To wash or not to wash your fabrics--what a hot topic. Here's my take on it. I am a hand quilter and a hand piecer. I also do machine piecing. I am a firm believer in washing my fabric before use. The new fabrics come in the door, into the washer (warm water, cold rinse, regular detergent), into the dryer, and then into the sewing room. Here are my reasons why: First, fabrics can bleed. I'd rather know that before I get a quilt finished, wash it, and have it run. Second, I like the sizing removed to make the hand work easier. No, I do not re-starch it, even before machine piecing. I do use Mary Ellen's Best Press to remove stubborn wrinkles, but have not found it to be a problem with hand work.
But the most telling reason to wash is this: I was the lucky recipient of yards and yards of batiks. I assumed they had all been washed, so I started using them right away. Well--I was partially correct--some of the fabrics had been washed and some had not. So every time I pressed my seams (with cotton setting and steam) the unwashed fabric shrank and puckered the seam. I was working on 6 inch blocks with many pieces--not the best time to find this out. Fabrics do shrink at different rates--I like them to shrink what they will in the washer alone, not competing with fabrics that have different thread counts and different shrinkage rates.
Also--one last thing--when you buy fabric, it has probably been rotary cut off the bolt, the edges look good, and you start to cut your strips, etc., only to find the dreaded "V for victory--the fabric won"! You know--you carefully cut your strip, open it up, and instead of being nice and straight, it has a V at the fold. You cannot correctly align your fabric before rotary cutting unless you wash it first. Even fabric that is torn is not on grain.

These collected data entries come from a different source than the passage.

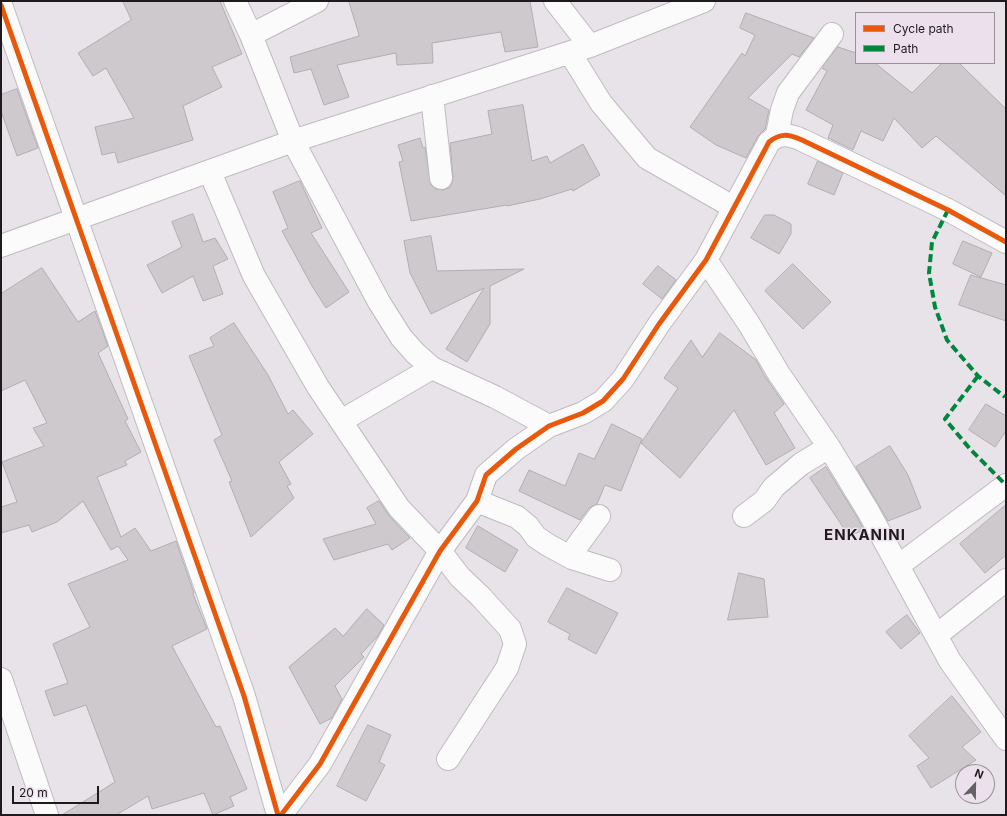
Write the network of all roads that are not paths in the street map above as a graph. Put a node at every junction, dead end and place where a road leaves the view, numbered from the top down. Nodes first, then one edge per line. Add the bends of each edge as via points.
1 (235, 1) edge
2 (317, 1) edge
3 (555, 1) edge
4 (704, 1) edge
5 (1, 5) edge
6 (832, 34) dead end
7 (250, 35) junction
8 (580, 50) junction
9 (432, 96) junction
10 (778, 135) junction
11 (293, 141) junction
12 (210, 172) junction
13 (441, 178) dead end
14 (733, 207) junction
15 (76, 221) junction
16 (1006, 242) edge
17 (1, 246) edge
18 (706, 260) junction
19 (432, 368) junction
20 (341, 421) junction
21 (549, 426) junction
22 (829, 447) junction
23 (1006, 485) edge
24 (477, 501) junction
25 (599, 516) dead end
26 (744, 516) dead end
27 (440, 552) junction
28 (572, 558) junction
29 (898, 566) junction
30 (610, 570) dead end
31 (1006, 580) edge
32 (937, 635) junction
33 (1, 679) edge
34 (1006, 739) edge
35 (448, 759) dead end
36 (47, 815) edge
37 (280, 815) edge

1 - 7 street
2 - 7 street
3 - 8 street
4 - 8 street
5 - 15 street
6 - 10 street via 788,93
7 - 11 street
8 - 9 street
8 - 14 street via 601,103 647,158
9 - 11 street
9 - 13 street
10 - 14 street via 769,142
10 - 16 street via 790,135 802,140 948,210
11 - 12 street
11 - 19 street via 379,302 401,337
12 - 15 street
12 - 20 street via 254,276 318,387
14 - 18 street
15 - 17 street
15 - 37 street via 244,696
18 - 21 street via 659,324 624,379 603,400 583,413
18 - 22 street
19 - 20 street
19 - 21 street
20 - 27 street via 399,508
21 - 24 street via 516,449 486,475
22 - 26 street via 801,464
22 - 29 street
23 - 29 street
24 - 27 street
24 - 28 street via 516,517 528,526 536,537
25 - 28 street via 577,546
27 - 35 street via 460,577 510,629 514,644 507,668
27 - 37 street via 320,764
28 - 30 street
29 - 32 street
31 - 32 street
32 - 34 street via 950,661
33 - 36 street

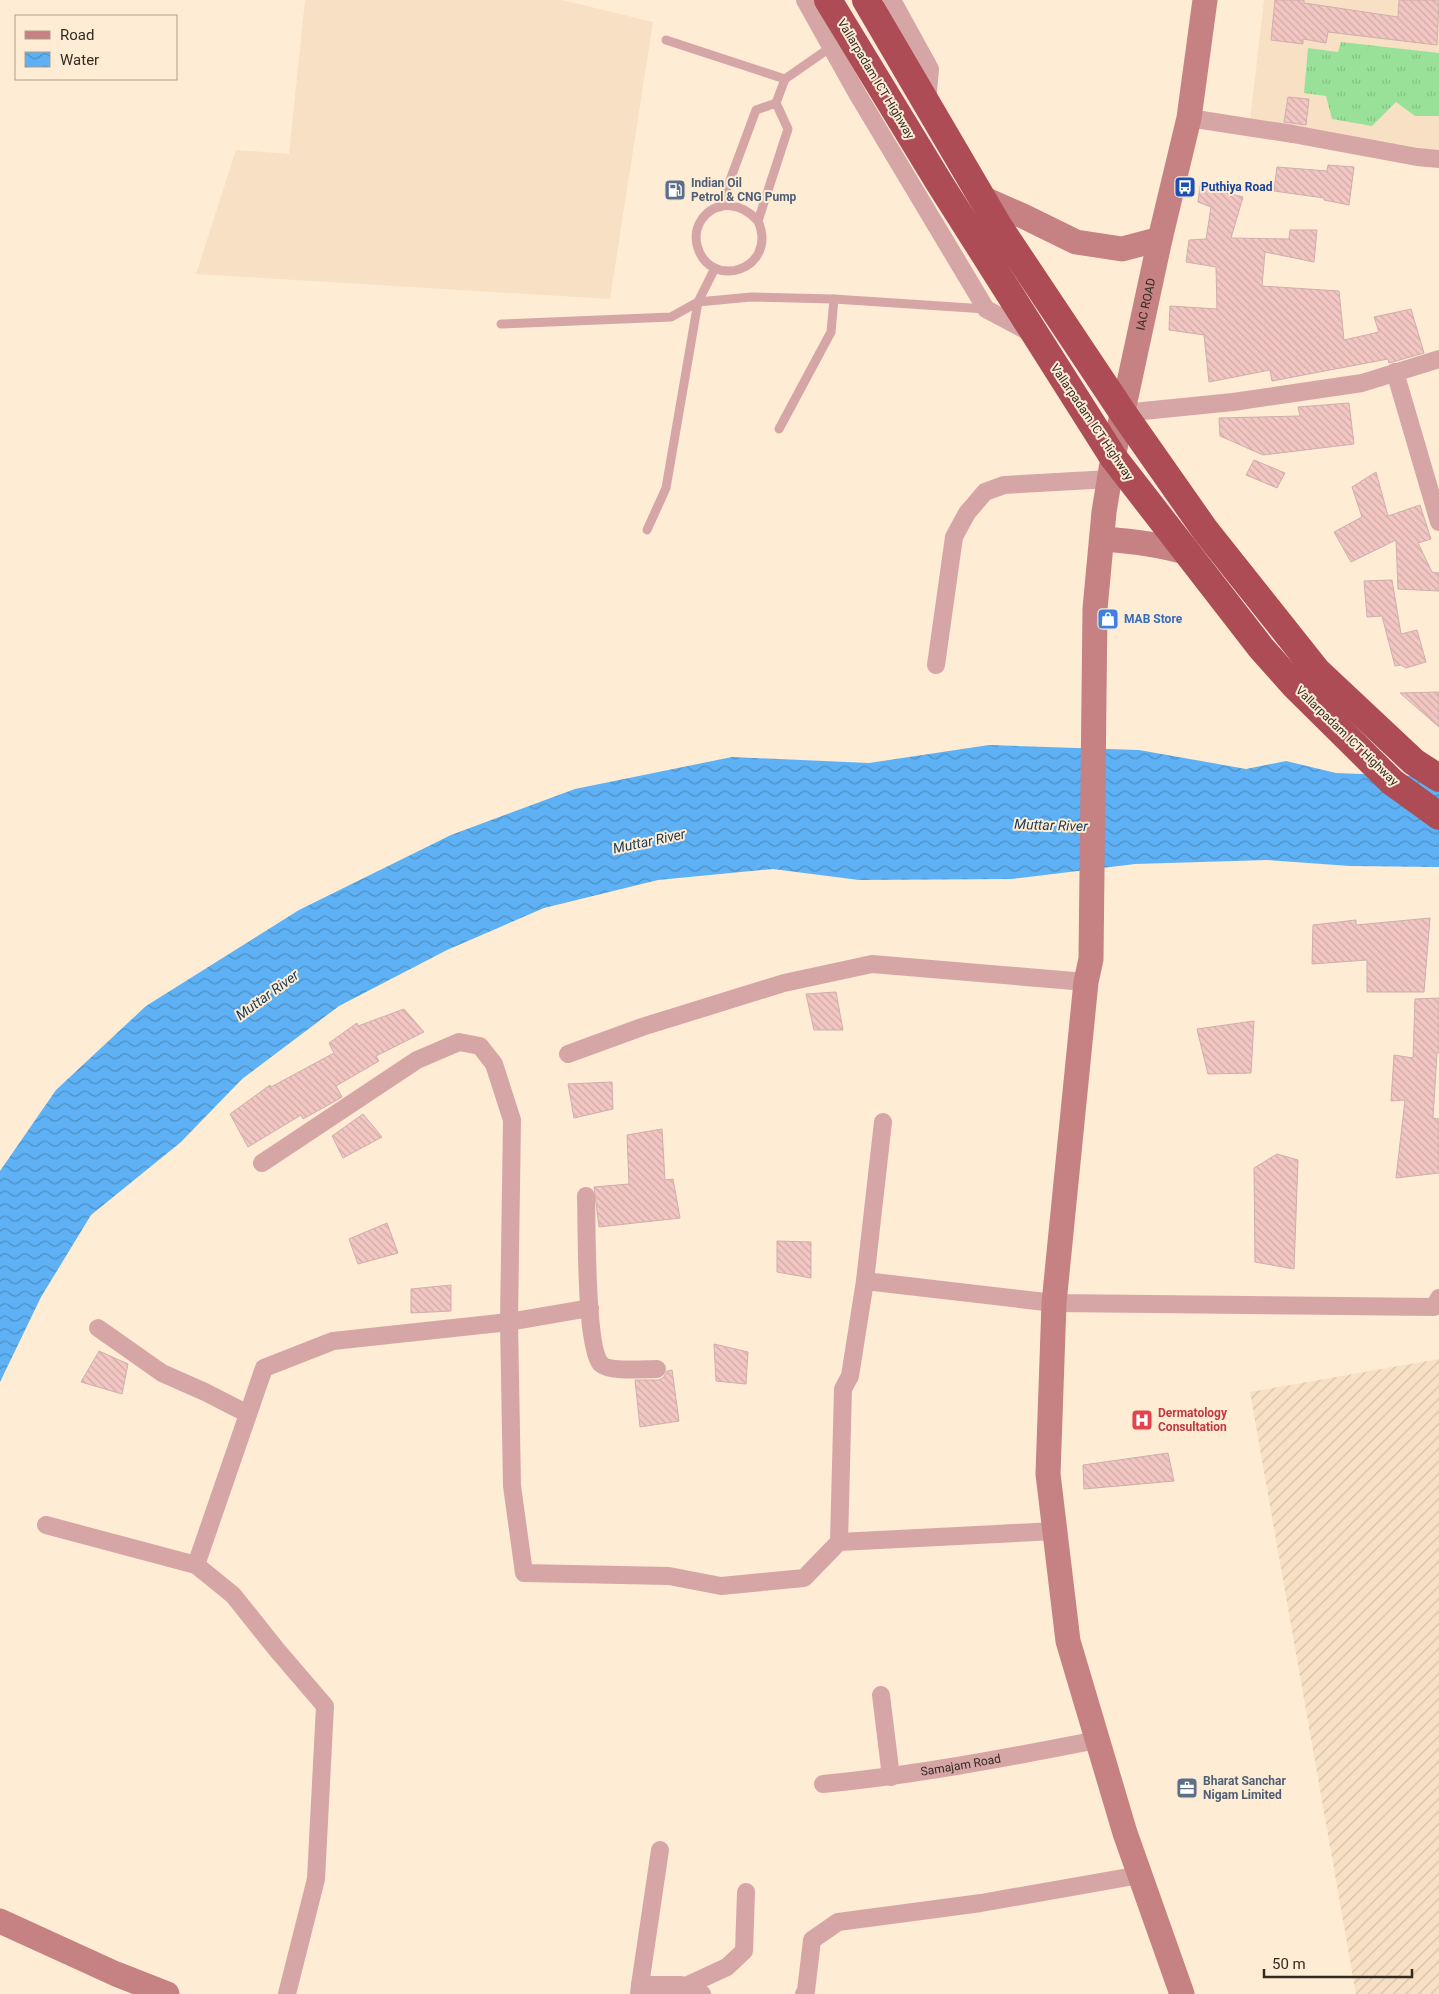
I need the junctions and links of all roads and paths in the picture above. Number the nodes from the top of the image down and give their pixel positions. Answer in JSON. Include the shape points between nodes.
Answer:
{"nodes":[{"id":1,"x":805,"y":0,"type":"edge"},
{"id":2,"x":828,"y":0,"type":"edge"},
{"id":3,"x":866,"y":0,"type":"edge"},
{"id":4,"x":892,"y":0,"type":"edge"},
{"id":5,"x":1205,"y":0,"type":"edge"},
{"id":6,"x":666,"y":40,"type":"dead end"},
{"id":7,"x":831,"y":48,"type":"junction"},
{"id":8,"x":786,"y":79,"type":"junction"},
{"id":9,"x":776,"y":103,"type":"junction"},
{"id":10,"x":927,"y":106,"type":"junction"},
{"id":11,"x":1189,"y":118,"type":"junction"},
{"id":12,"x":1439,"y":159,"type":"edge"},
{"id":13,"x":982,"y":198,"type":"junction"},
{"id":14,"x":720,"y":207,"type":"junction"},
{"id":15,"x":758,"y":221,"type":"junction"},
{"id":16,"x":1160,"y":239,"type":"junction"},
{"id":17,"x":715,"y":268,"type":"junction"},
{"id":18,"x":834,"y":299,"type":"junction"},
{"id":19,"x":698,"y":302,"type":"junction"},
{"id":20,"x":986,"y":309,"type":"junction"},
{"id":21,"x":501,"y":324,"type":"dead end"},
{"id":22,"x":1036,"y":335,"type":"junction"},
{"id":23,"x":1439,"y":359,"type":"edge"},
{"id":24,"x":1395,"y":372,"type":"junction"},
{"id":25,"x":1123,"y":413,"type":"junction"},
{"id":26,"x":779,"y":429,"type":"dead end"},
{"id":27,"x":1112,"y":468,"type":"junction"},
{"id":28,"x":1439,"y":522,"type":"edge"},
{"id":29,"x":647,"y":530,"type":"dead end"},
{"id":30,"x":1102,"y":539,"type":"junction"},
{"id":31,"x":1188,"y":553,"type":"junction"},
{"id":32,"x":936,"y":664,"type":"dead end"},
{"id":33,"x":1439,"y":778,"type":"edge"},
{"id":34,"x":1439,"y":816,"type":"edge"},
{"id":35,"x":1088,"y":970,"type":"junction"},
{"id":36,"x":568,"y":1054,"type":"dead end"},
{"id":37,"x":883,"y":1122,"type":"dead end"},
{"id":38,"x":262,"y":1163,"type":"dead end"},
{"id":39,"x":586,"y":1196,"type":"dead end"},
{"id":40,"x":865,"y":1281,"type":"junction"},
{"id":41,"x":1439,"y":1298,"type":"edge"},
{"id":42,"x":1054,"y":1303,"type":"junction"},
{"id":43,"x":590,"y":1308,"type":"junction"},
{"id":44,"x":509,"y":1322,"type":"junction"},
{"id":45,"x":98,"y":1328,"type":"dead end"},
{"id":46,"x":657,"y":1369,"type":"dead end"},
{"id":47,"x":248,"y":1414,"type":"junction"},
{"id":48,"x":46,"y":1525,"type":"dead end"},
{"id":49,"x":1055,"y":1531,"type":"junction"},
{"id":50,"x":839,"y":1542,"type":"junction"},
{"id":51,"x":196,"y":1565,"type":"junction"},
{"id":52,"x":881,"y":1696,"type":"dead end"},
{"id":53,"x":1097,"y":1740,"type":"junction"},
{"id":54,"x":891,"y":1777,"type":"junction"},
{"id":55,"x":823,"y":1784,"type":"dead end"},
{"id":56,"x":660,"y":1850,"type":"dead end"},
{"id":57,"x":1140,"y":1875,"type":"junction"},
{"id":58,"x":746,"y":1892,"type":"dead end"},
{"id":59,"x":0,"y":1920,"type":"edge"},
{"id":60,"x":686,"y":1986,"type":"junction"},
{"id":61,"x":640,"y":1990,"type":"edge"},
{"id":62,"x":167,"y":1994,"type":"edge"},
{"id":63,"x":287,"y":1994,"type":"edge"},
{"id":64,"x":702,"y":1994,"type":"edge"},
{"id":65,"x":804,"y":1994,"type":"edge"},
{"id":66,"x":1182,"y":1994,"type":"edge"}],
"edges":[{"from":1,"to":7,"type":"street"},
{"from":2,"to":22,"type":"highway","name":"Vallarpadam ICT Highway"},
{"from":3,"to":10,"type":"highway"},
{"from":4,"to":10,"type":"street","via":[[930,69]]},
{"from":5,"to":11,"type":"main road","name":"IAC ROAD"},
{"from":6,"to":8,"type":"lane"},
{"from":7,"to":8,"type":"lane"},
{"from":7,"to":20,"type":"street"},
{"from":8,"to":9,"type":"lane"},
{"from":9,"to":14,"type":"lane","via":[[756,110]]},
{"from":9,"to":15,"type":"lane","via":[[788,129]]},
{"from":10,"to":13,"type":"highway"},
{"from":11,"to":12,"type":"street"},
{"from":11,"to":16,"type":"main road","name":"IAC ROAD"},
{"from":13,"to":16,"type":"main road","via":[[1076,242],[1122,249]]},
{"from":13,"to":25,"type":"highway"},
{"from":14,"to":15,"type":"lane","via":[[742,207]]},
{"from":14,"to":17,"type":"lane","via":[[702,220],[696,241],[699,252]]},
{"from":15,"to":17,"type":"lane","via":[[763,242],[754,261],[736,271]]},
{"from":16,"to":25,"type":"main road","name":"IAC ROAD"},
{"from":17,"to":19,"type":"lane"},
{"from":18,"to":19,"type":"lane","via":[[751,297]]},
{"from":18,"to":20,"type":"lane"},
{"from":18,"to":26,"type":"lane","via":[[831,332]]},
{"from":19,"to":21,"type":"lane","via":[[671,317]]},
{"from":19,"to":29,"type":"lane","via":[[666,488]]},
{"from":20,"to":22,"type":"street"},
{"from":22,"to":27,"type":"highway","name":"Vallarpadam ICT Highway"},
{"from":23,"to":24,"type":"street"},
{"from":24,"to":25,"type":"street","via":[[1362,383]]},
{"from":24,"to":28,"type":"street"},
{"from":25,"to":27,"type":"main road","name":"IAC ROAD"},
{"from":25,"to":33,"type":"highway","via":[[1205,530],[1317,671],[1414,762]]},
{"from":27,"to":30,"type":"main road","name":"IAC ROAD"},
{"from":27,"to":31,"type":"highway","name":"Vallarpadam ICT Highway"},
{"from":27,"to":32,"type":"street","via":[[1004,485],[985,492],[967,512],[954,537]]},
{"from":30,"to":31,"type":"main road"},
{"from":30,"to":35,"type":"main road","name":"IAC ROAD","via":[[1095,609]]},
{"from":31,"to":34,"type":"highway","name":"Vallarpadam ICT Highway","via":[[1261,648],[1294,685],[1392,782]]},
{"from":35,"to":36,"type":"street","via":[[872,964],[784,983],[642,1027]]},
{"from":35,"to":42,"type":"main road","name":"IAC ROAD"},
{"from":37,"to":40,"type":"street"},
{"from":38,"to":44,"type":"street","via":[[417,1060],[459,1042],[480,1046],[494,1064],[512,1120]]},
{"from":39,"to":43,"type":"street"},
{"from":40,"to":42,"type":"street"},
{"from":40,"to":50,"type":"street","via":[[850,1376],[843,1389]]},
{"from":41,"to":42,"type":"street","via":[[1434,1307]]},
{"from":42,"to":49,"type":"main road","name":"IAC ROAD","via":[[1048,1474]]},
{"from":43,"to":44,"type":"street"},
{"from":43,"to":46,"type":"street","via":[[595,1350],[602,1365],[612,1369]]},
{"from":44,"to":47,"type":"street","via":[[333,1341],[264,1368]]},
{"from":44,"to":50,"type":"street","via":[[512,1486],[524,1572],[669,1576],[721,1586],[804,1578]]},
{"from":45,"to":47,"type":"street","via":[[162,1373]]},
{"from":47,"to":51,"type":"street"},
{"from":48,"to":51,"type":"street"},
{"from":49,"to":50,"type":"street"},
{"from":49,"to":53,"type":"main road","name":"IAC ROAD","via":[[1068,1641]]},
{"from":51,"to":63,"type":"street","via":[[233,1595],[326,1706],[316,1879]]},
{"from":52,"to":54,"type":"street"},
{"from":53,"to":54,"type":"street","name":"Samajam Road"},
{"from":53,"to":57,"type":"main road","name":"IAC ROAD"},
{"from":54,"to":55,"type":"street","name":"Samajam Road"},
{"from":56,"to":61,"type":"street"},
{"from":57,"to":65,"type":"street","via":[[981,1903],[838,1922],[812,1940]]},
{"from":57,"to":66,"type":"main road","name":"IAC ROAD"},
{"from":58,"to":60,"type":"street","via":[[744,1951],[727,1967]]},
{"from":59,"to":62,"type":"main road"},
{"from":60,"to":61,"type":"street"},
{"from":60,"to":64,"type":"street"}]}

So that's my story about washing fabrics before using them. It's how I have made over 450 quilts. 'nuf said!
Sweet dreams, and remember to do something special for yourself every day--you're worth it!
Wednesday, April 16, 2008
I've been busy finishing some projects, getting a couple to the binding stage and updating some classes on my website. Everything takes longer than expected. Plus I'm trying to get some raking done and the debris picked up in the yard. It will soon be time to mow--and a 2 acre lawn is not done in the blink of an eye! Ah, to be Jeannie (as in the I Dream of Jeannie of Jeannie). Think how much more we could accomplish if we could blink and it would happen!
Woody is about a year old and lives under my back porch. He also makes the rounds of the front porch and the shed, with lots of places to escape should something startle him. (I'm assuming it's a him--I have not been, nor will I be, close enough to tell for sure!)
I should have quilt pictures to post in the next couple days--stay tuned!
Before the end of the day, tell someone you love them--it'll make you both feel good :-)
Sunday, April 13, 2008
The first piece is from the All Curves Cutwork Class on March 31. Instead of one block, Diane made three and made a runner out of them.
The next two quilts are from the Thimbles class. What a difference the choice of fabrics makes. The tea cup piece is very elegant, while the novelty print one is whimsical and fun.
Diane hand quilted all three pieces. Great job, Diane!
Here's a tip for you on this Sunday night: When choosing a hand sewing needle, the larger the number, the smaller the needle. For example, a 12 is smaller than an 11, which is smaller than a 10, etc. My preference for needles is this: For hand piecing and applique, I like John James Gold n' Glide Size 11. They are not cheap and you may want to try something a bit less costly if you're not sure you'll like the technique. On the less costly side: John James Sharps 11 (or 10 if you like a bit bigger eye and a bit more length); Richard Hemming Large Eye Sharps size 10 or 11.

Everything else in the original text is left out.